EPIC participates in both the Smith River Collaborative and the Western Klamath Restoration Partnership (WKRP). The goals of the National Cohesive Wildland Fire Management Strategy, in part, guide both of these efforts. Completed in 2014, the national strategy aims for three goals: resilient landscapes; fire-adapted communities; and safe and effective wildfire response.

Based on 20 years of collaborative work, the Western Klamath Restoration Partnership (WKRP) formed in 2013—a watershed and fire management effort between the Karuk Tribe, Six Rivers National Forest, local watershed and fire-safe councils, and others. The mission is to establish and maintain resilient ecosystems, communities, and economies guided by cultural and contemporary knowledge through a truly collaborative process that effectuates the revitalization of continual human relationships with our dynamic landscape.

Working together towards shared values and zones of agreement, the partnership created a strategic fire plan for 1.2 million acres.
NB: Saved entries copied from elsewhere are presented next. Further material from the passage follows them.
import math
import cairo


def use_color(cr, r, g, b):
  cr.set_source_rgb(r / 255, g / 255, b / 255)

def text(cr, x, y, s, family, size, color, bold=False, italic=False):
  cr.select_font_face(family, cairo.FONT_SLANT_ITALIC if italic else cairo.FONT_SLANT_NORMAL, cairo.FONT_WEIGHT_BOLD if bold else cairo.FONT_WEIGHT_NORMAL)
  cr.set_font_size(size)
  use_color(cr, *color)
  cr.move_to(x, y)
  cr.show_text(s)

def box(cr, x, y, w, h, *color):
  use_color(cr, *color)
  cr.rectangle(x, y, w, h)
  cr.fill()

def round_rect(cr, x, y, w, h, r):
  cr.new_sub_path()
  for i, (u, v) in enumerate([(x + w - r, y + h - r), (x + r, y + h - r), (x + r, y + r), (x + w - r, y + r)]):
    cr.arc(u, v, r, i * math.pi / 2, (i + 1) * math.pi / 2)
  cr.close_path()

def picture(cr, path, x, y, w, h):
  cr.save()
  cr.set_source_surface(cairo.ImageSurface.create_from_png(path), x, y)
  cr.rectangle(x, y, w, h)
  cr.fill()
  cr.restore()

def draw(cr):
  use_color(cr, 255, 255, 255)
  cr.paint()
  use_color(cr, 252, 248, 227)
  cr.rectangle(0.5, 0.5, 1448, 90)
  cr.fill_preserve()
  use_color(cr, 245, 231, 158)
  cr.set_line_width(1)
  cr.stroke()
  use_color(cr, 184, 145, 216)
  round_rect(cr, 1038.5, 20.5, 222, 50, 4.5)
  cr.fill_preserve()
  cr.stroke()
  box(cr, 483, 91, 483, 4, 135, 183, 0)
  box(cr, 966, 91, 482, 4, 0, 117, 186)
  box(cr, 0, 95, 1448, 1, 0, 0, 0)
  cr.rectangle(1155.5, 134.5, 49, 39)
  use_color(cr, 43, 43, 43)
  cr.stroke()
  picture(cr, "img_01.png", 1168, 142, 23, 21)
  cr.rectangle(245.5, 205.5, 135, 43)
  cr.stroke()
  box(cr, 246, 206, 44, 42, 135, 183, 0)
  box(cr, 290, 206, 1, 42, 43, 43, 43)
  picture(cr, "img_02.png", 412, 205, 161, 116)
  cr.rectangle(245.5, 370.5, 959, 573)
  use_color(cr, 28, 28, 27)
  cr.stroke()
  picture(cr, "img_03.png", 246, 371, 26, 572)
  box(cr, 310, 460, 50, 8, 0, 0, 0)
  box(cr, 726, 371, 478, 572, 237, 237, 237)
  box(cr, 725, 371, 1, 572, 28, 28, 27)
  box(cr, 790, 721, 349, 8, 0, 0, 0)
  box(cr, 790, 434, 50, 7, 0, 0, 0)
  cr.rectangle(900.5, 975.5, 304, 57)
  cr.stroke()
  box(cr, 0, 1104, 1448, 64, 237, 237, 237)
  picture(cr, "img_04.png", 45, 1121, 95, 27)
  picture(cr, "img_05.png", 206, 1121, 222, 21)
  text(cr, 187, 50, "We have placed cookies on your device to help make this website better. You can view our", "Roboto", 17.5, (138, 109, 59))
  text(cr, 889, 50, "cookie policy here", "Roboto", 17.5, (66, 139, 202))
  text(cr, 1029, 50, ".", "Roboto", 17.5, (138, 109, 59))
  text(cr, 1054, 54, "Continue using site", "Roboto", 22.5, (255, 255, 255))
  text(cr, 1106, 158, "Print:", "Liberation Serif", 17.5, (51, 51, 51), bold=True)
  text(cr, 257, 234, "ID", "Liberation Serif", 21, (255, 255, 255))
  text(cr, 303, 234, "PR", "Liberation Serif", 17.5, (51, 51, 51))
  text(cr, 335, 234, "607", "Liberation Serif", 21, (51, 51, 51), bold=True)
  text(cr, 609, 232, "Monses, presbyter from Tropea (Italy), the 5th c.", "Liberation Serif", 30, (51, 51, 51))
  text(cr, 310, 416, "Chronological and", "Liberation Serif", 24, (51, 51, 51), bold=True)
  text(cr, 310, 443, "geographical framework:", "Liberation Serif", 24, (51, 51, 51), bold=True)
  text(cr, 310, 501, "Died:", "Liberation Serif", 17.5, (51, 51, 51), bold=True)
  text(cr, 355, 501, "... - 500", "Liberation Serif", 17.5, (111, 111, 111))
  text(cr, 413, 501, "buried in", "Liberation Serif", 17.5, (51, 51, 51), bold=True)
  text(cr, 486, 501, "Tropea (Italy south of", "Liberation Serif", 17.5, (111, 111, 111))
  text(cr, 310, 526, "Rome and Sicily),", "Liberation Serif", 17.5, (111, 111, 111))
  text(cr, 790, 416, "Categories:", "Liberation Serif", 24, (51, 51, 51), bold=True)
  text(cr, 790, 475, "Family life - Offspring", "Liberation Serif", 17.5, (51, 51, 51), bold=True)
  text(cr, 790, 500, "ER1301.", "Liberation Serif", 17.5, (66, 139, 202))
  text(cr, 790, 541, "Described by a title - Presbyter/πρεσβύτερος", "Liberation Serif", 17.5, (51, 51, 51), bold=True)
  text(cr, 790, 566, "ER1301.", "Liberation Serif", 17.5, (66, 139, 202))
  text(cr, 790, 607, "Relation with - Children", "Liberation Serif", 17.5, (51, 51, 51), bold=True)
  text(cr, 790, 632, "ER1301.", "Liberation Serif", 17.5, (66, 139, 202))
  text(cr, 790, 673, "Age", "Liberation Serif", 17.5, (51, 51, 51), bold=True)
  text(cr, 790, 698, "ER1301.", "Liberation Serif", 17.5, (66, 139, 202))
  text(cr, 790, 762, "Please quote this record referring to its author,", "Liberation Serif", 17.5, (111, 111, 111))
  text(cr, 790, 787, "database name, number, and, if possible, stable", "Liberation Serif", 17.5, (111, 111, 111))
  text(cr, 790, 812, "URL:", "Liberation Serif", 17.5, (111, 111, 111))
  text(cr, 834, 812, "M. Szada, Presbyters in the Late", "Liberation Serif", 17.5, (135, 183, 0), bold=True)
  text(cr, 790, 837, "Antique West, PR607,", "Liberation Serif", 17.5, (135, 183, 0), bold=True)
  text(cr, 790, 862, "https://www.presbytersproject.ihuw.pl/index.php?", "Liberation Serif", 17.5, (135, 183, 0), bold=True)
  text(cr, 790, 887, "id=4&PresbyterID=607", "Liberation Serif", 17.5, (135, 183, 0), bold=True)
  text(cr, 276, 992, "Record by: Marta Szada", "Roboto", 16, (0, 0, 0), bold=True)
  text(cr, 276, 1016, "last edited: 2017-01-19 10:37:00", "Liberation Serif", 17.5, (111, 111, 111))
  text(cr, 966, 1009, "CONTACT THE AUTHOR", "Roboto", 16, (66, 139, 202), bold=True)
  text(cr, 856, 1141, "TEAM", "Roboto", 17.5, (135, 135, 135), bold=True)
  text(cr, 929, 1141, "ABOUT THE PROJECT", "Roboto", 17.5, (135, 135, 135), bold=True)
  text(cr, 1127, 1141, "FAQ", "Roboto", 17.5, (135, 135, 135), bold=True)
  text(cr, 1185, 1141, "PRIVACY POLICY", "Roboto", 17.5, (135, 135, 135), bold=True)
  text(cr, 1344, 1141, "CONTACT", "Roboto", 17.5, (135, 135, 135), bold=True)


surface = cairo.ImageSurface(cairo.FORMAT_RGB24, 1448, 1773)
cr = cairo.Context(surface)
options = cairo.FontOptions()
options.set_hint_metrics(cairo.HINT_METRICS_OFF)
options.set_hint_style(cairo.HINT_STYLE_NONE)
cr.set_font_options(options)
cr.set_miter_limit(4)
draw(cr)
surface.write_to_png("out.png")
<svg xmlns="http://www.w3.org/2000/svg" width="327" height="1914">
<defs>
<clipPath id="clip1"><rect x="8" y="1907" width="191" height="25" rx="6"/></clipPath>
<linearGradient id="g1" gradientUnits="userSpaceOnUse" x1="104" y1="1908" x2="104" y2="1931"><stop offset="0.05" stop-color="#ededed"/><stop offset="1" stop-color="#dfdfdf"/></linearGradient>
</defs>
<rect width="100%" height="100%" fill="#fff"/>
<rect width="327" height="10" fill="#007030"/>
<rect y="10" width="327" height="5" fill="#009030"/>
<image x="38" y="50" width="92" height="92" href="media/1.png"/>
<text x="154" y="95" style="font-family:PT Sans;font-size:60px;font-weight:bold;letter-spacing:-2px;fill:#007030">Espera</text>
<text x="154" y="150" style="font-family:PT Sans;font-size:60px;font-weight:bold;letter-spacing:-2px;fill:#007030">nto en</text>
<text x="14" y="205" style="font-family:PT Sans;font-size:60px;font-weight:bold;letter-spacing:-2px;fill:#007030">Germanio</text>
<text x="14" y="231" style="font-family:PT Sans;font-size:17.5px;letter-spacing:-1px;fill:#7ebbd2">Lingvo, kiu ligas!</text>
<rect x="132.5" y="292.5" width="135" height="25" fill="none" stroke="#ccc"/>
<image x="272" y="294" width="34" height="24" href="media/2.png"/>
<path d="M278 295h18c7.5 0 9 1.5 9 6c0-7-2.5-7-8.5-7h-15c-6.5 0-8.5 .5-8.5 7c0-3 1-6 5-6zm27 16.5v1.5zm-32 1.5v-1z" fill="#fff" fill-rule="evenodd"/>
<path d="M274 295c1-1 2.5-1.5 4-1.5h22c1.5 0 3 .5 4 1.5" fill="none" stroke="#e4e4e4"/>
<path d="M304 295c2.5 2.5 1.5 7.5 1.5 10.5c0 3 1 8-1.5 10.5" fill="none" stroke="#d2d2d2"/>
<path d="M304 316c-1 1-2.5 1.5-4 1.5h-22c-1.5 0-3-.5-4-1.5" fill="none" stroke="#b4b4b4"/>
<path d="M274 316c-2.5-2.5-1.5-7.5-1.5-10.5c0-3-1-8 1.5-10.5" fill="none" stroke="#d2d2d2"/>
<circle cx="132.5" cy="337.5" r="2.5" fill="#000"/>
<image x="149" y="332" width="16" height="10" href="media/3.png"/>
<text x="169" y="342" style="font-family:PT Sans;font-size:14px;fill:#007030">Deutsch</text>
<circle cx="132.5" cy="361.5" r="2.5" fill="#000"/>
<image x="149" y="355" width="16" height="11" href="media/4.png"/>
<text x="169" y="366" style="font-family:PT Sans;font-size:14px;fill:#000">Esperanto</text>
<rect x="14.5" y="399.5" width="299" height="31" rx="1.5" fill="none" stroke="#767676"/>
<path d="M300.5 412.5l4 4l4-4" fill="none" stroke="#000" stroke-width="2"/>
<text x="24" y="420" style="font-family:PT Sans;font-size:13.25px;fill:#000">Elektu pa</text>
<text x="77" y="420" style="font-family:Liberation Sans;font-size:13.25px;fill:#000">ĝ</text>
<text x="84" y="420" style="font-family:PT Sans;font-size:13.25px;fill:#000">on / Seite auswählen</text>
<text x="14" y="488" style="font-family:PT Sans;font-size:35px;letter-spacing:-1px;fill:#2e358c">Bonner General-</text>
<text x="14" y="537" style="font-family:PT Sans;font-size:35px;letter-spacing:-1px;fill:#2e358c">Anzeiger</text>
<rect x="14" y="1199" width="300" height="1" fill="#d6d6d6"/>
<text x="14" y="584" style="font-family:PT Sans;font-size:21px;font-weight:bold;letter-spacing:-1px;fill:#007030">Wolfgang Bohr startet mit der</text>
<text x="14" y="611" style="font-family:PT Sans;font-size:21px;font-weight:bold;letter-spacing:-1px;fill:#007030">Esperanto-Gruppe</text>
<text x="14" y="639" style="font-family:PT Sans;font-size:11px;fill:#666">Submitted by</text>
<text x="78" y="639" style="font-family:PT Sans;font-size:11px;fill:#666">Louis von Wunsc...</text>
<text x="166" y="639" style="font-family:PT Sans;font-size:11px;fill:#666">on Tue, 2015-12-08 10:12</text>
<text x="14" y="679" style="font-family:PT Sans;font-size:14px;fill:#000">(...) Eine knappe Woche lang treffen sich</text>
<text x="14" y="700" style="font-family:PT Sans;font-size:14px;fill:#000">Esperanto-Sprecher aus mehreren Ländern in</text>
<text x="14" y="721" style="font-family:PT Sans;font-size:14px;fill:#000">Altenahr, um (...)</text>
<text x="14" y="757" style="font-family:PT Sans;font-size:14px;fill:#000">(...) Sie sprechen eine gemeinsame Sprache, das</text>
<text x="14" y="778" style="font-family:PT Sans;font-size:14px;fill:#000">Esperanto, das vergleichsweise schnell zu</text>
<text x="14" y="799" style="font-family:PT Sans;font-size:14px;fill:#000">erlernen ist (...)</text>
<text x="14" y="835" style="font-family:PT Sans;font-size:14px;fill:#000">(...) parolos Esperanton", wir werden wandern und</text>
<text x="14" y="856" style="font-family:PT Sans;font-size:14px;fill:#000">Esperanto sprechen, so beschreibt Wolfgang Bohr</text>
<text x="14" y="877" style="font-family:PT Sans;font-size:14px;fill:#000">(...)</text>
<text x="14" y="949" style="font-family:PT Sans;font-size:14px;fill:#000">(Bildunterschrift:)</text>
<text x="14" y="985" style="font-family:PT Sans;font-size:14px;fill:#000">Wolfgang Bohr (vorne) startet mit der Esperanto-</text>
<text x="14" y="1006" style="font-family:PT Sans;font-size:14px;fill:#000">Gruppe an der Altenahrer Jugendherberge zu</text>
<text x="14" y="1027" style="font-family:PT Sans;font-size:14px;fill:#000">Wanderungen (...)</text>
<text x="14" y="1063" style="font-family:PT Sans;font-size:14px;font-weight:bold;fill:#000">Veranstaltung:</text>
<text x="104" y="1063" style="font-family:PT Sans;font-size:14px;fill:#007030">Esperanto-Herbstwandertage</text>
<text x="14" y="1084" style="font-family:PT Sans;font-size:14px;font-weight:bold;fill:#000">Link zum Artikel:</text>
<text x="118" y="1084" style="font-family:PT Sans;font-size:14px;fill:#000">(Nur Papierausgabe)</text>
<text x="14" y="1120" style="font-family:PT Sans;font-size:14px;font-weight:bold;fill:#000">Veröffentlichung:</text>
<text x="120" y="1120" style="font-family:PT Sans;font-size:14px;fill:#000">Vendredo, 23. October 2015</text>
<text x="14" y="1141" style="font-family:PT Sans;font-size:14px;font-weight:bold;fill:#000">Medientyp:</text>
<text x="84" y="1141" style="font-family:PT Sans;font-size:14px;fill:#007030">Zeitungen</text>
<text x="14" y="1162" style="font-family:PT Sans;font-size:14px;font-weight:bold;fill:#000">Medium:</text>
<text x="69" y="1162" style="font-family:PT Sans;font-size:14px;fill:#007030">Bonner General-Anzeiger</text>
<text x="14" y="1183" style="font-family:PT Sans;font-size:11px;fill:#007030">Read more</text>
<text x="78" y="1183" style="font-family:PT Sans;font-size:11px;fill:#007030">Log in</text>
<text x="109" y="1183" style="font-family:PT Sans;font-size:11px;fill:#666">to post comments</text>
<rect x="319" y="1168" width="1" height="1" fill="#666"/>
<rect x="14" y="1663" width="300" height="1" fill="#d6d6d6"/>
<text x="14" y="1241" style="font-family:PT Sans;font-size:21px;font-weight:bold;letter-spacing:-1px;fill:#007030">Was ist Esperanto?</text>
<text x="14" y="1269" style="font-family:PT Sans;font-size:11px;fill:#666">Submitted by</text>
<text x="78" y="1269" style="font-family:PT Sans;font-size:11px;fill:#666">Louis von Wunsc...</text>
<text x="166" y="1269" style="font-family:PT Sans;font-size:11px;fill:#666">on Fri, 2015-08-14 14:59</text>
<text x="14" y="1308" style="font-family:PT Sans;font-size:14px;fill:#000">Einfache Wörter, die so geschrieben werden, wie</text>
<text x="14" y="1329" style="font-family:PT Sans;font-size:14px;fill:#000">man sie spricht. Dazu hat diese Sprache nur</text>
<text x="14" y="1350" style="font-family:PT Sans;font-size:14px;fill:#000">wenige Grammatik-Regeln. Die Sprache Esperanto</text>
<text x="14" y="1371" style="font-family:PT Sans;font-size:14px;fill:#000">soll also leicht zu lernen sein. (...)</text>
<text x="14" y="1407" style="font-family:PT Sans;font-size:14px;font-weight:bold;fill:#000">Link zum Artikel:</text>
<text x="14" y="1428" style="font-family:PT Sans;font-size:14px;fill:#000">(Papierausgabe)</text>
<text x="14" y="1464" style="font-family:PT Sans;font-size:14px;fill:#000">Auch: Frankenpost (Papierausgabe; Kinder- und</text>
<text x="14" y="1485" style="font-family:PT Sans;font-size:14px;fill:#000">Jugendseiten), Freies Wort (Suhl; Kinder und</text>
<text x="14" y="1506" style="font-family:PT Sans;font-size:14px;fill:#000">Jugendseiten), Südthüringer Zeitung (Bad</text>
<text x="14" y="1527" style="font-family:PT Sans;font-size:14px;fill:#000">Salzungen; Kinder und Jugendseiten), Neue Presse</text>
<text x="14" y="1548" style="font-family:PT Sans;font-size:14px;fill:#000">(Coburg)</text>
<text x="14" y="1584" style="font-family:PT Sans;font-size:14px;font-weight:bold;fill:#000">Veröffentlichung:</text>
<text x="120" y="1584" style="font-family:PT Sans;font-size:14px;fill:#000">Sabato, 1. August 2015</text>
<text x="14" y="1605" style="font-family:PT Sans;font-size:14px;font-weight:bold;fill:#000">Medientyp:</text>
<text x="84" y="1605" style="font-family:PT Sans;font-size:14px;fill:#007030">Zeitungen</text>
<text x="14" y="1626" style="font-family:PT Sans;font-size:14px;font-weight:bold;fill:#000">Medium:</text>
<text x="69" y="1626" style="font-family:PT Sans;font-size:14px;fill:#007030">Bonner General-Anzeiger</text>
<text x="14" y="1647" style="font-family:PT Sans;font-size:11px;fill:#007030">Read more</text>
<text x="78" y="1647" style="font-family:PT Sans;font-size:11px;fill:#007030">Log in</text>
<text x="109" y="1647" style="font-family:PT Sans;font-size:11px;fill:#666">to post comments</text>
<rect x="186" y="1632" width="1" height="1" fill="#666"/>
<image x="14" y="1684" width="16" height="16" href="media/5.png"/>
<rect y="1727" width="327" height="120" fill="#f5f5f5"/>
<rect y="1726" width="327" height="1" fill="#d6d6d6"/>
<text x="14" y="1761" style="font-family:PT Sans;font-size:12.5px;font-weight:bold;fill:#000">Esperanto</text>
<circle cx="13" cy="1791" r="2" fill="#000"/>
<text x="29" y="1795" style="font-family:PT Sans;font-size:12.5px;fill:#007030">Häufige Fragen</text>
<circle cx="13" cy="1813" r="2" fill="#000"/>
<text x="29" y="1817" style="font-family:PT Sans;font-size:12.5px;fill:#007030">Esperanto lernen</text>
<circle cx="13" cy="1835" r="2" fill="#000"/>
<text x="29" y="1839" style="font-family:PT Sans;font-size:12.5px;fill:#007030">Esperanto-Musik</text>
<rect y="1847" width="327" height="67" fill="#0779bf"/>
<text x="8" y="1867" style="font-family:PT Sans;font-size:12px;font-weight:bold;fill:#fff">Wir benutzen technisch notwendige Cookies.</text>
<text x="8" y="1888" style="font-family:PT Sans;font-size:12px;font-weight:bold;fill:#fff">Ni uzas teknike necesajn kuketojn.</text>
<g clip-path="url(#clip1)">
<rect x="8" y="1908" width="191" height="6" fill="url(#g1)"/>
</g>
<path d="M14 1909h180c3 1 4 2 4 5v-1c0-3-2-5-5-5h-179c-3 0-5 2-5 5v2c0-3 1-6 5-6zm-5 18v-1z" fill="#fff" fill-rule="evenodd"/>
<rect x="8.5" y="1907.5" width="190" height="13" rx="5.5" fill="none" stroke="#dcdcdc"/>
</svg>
This includes the entire Salmon River watershed, a portion of the Middle Klamath River, and parts of the Siskiyou, Marble Mountain, and Trinity Alps wilderness areas. It spans two national forests, the Klamath and Six Rivers, and much of the Karuk Tribe’s ancestral territory.

Western Klamath Restoration Partnership held workshops multiple times a year about Fire-Adapted Communities.
The Western Klamath Restoration Partnership held workshops multiple times a year for over four years to complete the Plan for Restoring Fire Adapted Landscapes. photo by EPIC

Historically, the Klamath Mountains experienced fire every 3 to 10 years. That includes cultural burning by Indigenous tribes practiced since time immemorial. Northern California is fortunate that fire is still a vital part of the living culture here today, as shown by the Karuk, Yurok, and Hoopa Valley Tribes and the Tolowa Dee-ni’ Nation. Use of controlled fire is spreading more widely today as understanding and cooperation grow. Traditional burning practices are helping to guide the strategies of our future.

Fire rejuvenates and balances forest ecosystems. The ecological benefits are immeasurable. The partnership aims to mitigate the current fire deficit by implementing their Plan for Restoring Fire Adapted Landscapes. Multiple values were spatially modeled over 1.2 million acres, resulting in a map highlighting prioritized areas most needed for treatment. The most critical places are around towns, neighborhoods, and along strategic ridge tops and roads.

Implementing Fire-Adapted Communities

Implementation of the first demonstration project just began this year. The Somes Bar Integrated Fire Management project consists of nearly 50 miles of shaded fuel breaks and hand lines and 5,500 acres of manual, mechanical, and prescribed fire treatments, concentrated around small communities (for more on this project, see Reckoning with Fire in the Klamath Mountains and the West). This and all future efforts will not only accelerate the development of fire-adapted communities and resilient forests, they will: integrate Traditional Ecological Knowledge; bring together food security, food sovereignty, and forest food and fiber resources; build local restoration stewardship and work force capacity; increase cultural and community vitality; include maintenance to uphold effectiveness; advocate fisheries restoration; maintain and restore viable native plant and animal populations; build capacity for practitioner-based research and monitoring programs; and include inter-generational education programs and activities.

Wildfires are sparking a national shift in law, policy, and opinion. Social change in coping with the climate and biodiversity crisis is beginning to ignite. With the mission to revitalize our human relationship with fire and our landscape, WKRP is establishing the way to increase the pace and scale of place-based restoration. Recognized as a national model, the partnership is helping to facilitate changes in fire and land management for communities across the west that are living with fire.